(Collected data)
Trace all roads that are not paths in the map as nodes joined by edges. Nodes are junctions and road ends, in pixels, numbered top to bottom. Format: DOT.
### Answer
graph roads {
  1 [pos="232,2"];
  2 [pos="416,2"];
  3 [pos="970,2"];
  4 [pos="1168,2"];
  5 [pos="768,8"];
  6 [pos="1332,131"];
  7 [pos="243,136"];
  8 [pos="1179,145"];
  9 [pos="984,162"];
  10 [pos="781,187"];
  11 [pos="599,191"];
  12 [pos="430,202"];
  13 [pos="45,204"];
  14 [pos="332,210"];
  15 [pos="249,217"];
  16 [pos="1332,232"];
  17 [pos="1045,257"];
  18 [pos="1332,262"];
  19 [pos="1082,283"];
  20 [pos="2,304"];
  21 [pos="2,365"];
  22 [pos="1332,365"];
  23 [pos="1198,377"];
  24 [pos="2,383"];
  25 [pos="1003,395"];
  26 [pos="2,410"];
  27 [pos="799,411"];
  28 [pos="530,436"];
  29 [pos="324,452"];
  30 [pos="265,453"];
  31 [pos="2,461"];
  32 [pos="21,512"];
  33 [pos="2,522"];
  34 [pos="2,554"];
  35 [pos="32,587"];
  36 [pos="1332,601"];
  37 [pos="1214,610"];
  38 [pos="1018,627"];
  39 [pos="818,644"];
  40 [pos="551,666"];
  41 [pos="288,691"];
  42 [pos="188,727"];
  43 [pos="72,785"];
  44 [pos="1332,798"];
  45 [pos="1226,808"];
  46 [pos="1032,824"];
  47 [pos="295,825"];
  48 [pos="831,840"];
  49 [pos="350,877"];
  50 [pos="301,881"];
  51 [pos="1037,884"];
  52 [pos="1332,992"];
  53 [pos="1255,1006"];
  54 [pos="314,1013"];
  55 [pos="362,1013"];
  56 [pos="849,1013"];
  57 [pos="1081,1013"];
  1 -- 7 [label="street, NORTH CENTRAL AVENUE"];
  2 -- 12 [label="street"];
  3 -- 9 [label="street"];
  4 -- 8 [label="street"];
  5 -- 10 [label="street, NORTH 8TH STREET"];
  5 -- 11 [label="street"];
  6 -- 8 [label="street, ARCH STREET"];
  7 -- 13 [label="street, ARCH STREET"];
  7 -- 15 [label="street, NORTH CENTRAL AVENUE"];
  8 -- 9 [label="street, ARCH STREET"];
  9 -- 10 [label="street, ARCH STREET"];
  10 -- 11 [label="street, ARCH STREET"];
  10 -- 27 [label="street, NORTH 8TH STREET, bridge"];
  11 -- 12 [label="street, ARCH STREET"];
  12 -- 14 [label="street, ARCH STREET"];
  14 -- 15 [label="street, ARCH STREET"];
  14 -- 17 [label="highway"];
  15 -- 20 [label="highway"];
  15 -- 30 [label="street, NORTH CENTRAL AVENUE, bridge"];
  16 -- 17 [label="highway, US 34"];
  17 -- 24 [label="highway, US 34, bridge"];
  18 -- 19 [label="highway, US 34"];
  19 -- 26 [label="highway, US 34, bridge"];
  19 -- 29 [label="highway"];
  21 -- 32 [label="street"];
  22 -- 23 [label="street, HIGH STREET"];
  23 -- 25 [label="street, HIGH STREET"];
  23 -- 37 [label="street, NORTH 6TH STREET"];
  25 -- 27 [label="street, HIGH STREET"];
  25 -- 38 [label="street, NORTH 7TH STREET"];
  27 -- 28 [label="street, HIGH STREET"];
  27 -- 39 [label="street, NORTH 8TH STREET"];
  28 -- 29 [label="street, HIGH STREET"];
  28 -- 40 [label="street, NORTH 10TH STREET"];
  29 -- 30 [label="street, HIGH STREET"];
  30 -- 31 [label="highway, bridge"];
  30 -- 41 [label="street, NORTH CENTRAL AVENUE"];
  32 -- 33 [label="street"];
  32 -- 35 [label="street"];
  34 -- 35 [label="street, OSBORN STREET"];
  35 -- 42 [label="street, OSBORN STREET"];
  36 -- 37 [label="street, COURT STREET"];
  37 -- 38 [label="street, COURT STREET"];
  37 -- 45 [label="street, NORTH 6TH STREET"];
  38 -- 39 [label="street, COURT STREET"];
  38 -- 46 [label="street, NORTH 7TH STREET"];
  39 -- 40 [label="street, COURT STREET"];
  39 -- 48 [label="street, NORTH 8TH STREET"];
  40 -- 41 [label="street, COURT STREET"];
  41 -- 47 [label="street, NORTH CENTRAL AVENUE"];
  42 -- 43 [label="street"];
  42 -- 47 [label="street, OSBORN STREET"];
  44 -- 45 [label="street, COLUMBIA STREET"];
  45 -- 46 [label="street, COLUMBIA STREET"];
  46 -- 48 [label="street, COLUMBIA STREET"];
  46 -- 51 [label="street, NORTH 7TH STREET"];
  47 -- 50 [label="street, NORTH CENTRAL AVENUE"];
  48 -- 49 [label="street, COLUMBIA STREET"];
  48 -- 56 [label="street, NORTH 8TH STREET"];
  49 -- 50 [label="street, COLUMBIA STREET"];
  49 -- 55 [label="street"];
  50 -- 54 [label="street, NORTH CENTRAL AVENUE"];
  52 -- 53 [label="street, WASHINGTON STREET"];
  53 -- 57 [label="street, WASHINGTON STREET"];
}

**WORK TO BE COMPLETED:** For the entries above, please state how many lines contain the string "COLUMBIA"; give the number and nothing else.

**WRITTEN RESPONSE:** 5